Information supplied Start Marker
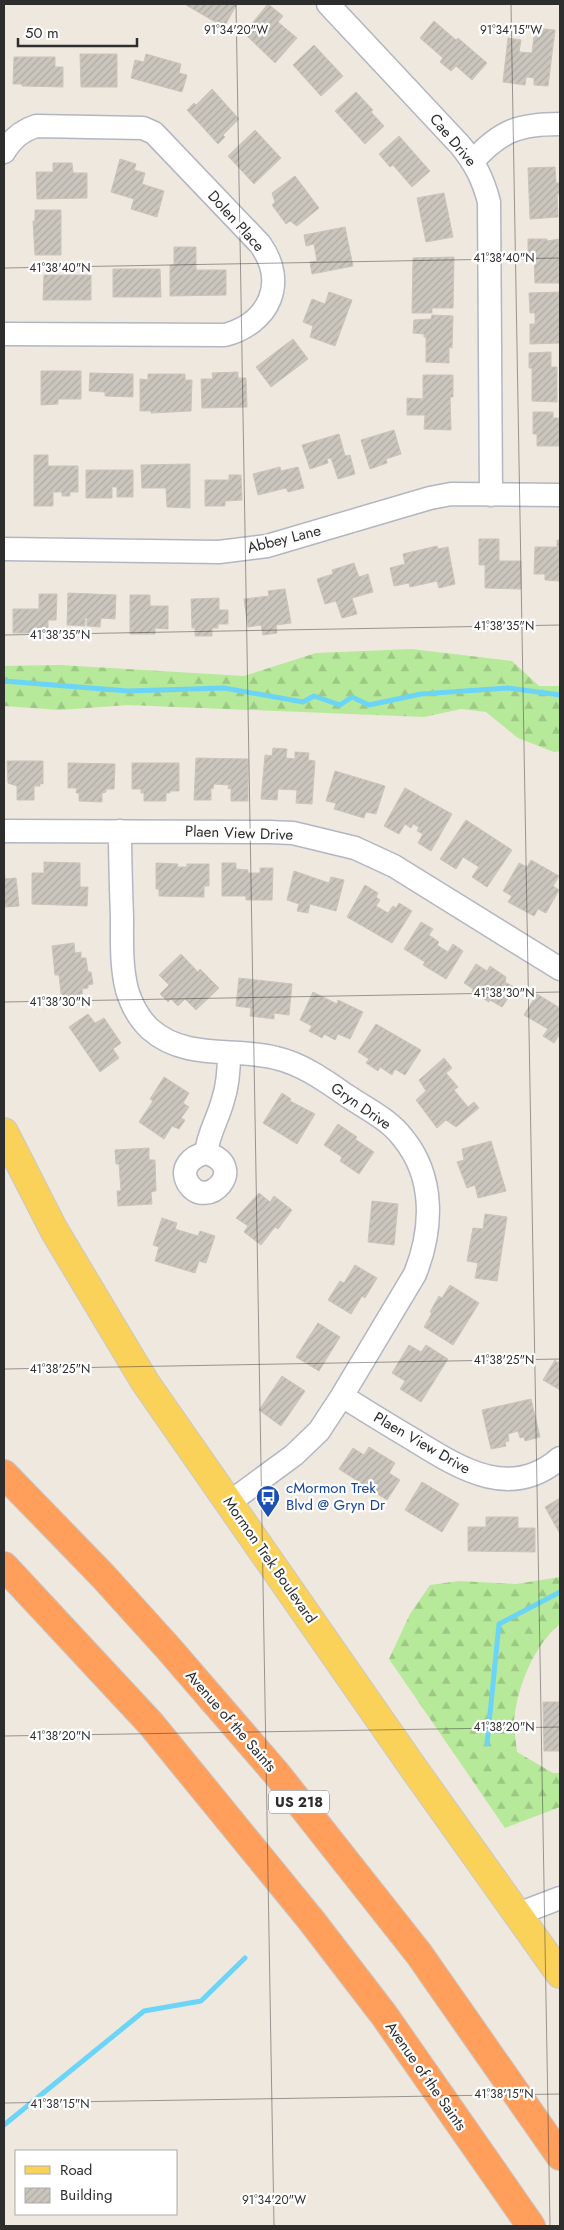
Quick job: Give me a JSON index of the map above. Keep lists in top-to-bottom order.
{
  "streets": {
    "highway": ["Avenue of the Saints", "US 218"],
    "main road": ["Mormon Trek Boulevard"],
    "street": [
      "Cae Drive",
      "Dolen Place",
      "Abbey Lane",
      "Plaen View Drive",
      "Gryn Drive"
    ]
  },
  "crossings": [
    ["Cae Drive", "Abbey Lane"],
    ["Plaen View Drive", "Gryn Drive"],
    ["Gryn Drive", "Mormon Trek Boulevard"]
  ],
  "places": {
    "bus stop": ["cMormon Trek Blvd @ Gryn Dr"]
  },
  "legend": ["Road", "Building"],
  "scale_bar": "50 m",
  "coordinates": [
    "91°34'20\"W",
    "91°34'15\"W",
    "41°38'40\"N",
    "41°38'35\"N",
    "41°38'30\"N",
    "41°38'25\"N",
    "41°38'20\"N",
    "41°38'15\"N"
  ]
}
Information supplied End Marker
Could you restate every entry above word for word, leaving out the pictures?

Quick job: Give me a JSON index of the map above. Keep lists in top-to-bottom order.
{
  "streets": {
    "highway": ["Avenue of the Saints", "US 218"],
    "main road": ["Mormon Trek Boulevard"],
    "street": [
      "Cae Drive",
      "Dolen Place",
      "Abbey Lane",
      "Plaen View Drive",
      "Gryn Drive"
    ]
  },
  "crossings": [
    ["Cae Drive", "Abbey Lane"],
    ["Plaen View Drive", "Gryn Drive"],
    ["Gryn Drive", "Mormon Trek Boulevard"]
  ],
  "places": {
    "bus stop": ["cMormon Trek Blvd @ Gryn Dr"]
  },
  "legend": ["Road", "Building"],
  "scale_bar": "50 m",
  "coordinates": [
    "91°34'20\"W",
    "91°34'15\"W",
    "41°38'40\"N",
    "41°38'35\"N",
    "41°38'30\"N",
    "41°38'25\"N",
    "41°38'20\"N",
    "41°38'15\"N"
  ]
}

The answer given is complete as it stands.